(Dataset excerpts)
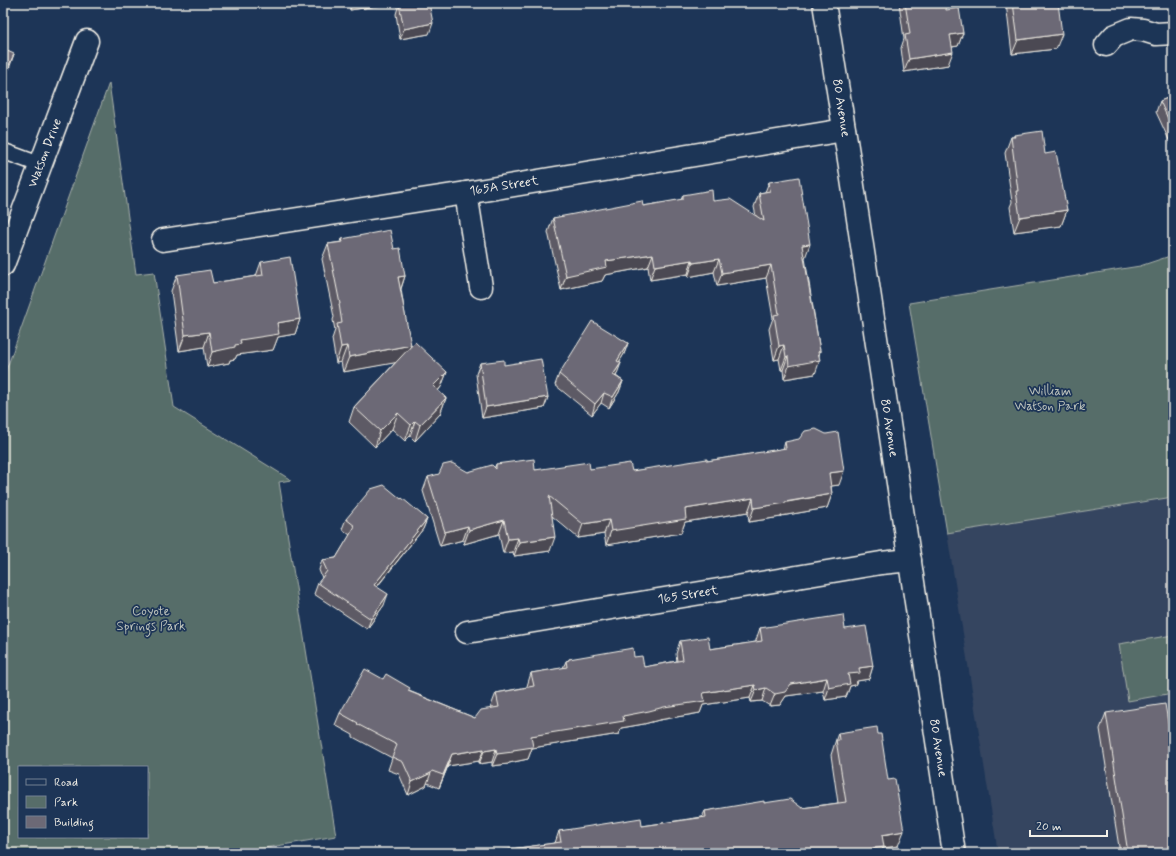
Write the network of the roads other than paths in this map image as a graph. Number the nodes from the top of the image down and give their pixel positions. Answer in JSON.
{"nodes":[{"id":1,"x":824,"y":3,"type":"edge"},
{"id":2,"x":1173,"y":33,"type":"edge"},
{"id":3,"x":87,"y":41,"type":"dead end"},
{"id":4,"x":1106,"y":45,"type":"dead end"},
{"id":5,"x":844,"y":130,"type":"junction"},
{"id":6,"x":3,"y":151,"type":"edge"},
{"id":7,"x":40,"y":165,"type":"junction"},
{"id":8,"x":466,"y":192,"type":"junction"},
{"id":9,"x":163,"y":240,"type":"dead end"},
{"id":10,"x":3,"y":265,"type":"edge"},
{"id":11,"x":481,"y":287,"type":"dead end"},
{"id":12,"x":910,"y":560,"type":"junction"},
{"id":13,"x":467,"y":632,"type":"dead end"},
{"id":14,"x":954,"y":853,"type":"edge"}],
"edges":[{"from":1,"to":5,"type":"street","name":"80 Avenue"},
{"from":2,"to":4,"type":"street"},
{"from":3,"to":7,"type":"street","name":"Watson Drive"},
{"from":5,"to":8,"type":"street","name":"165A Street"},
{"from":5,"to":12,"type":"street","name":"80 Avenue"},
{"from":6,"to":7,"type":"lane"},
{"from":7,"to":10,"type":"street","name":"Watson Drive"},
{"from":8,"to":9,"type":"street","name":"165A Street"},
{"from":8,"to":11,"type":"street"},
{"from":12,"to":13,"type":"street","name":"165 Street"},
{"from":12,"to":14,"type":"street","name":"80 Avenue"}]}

» **Assignment**
Search the entries for "name" and copy out each line that has it.

» **Task response**
"edges":[{"from":1,"to":5,"type":"street","name":"80 Avenue"},
{"from":3,"to":7,"type":"street","name":"Watson Drive"},
{"from":5,"to":8,"type":"street","name":"165A Street"},
{"from":5,"to":12,"type":"street","name":"80 Avenue"},
{"from":7,"to":10,"type":"street","name":"Watson Drive"},
{"from":8,"to":9,"type":"street","name":"165A Street"},
{"from":12,"to":13,"type":"street","name":"165 Street"},
{"from":12,"to":14,"type":"street","name":"80 Avenue"}]}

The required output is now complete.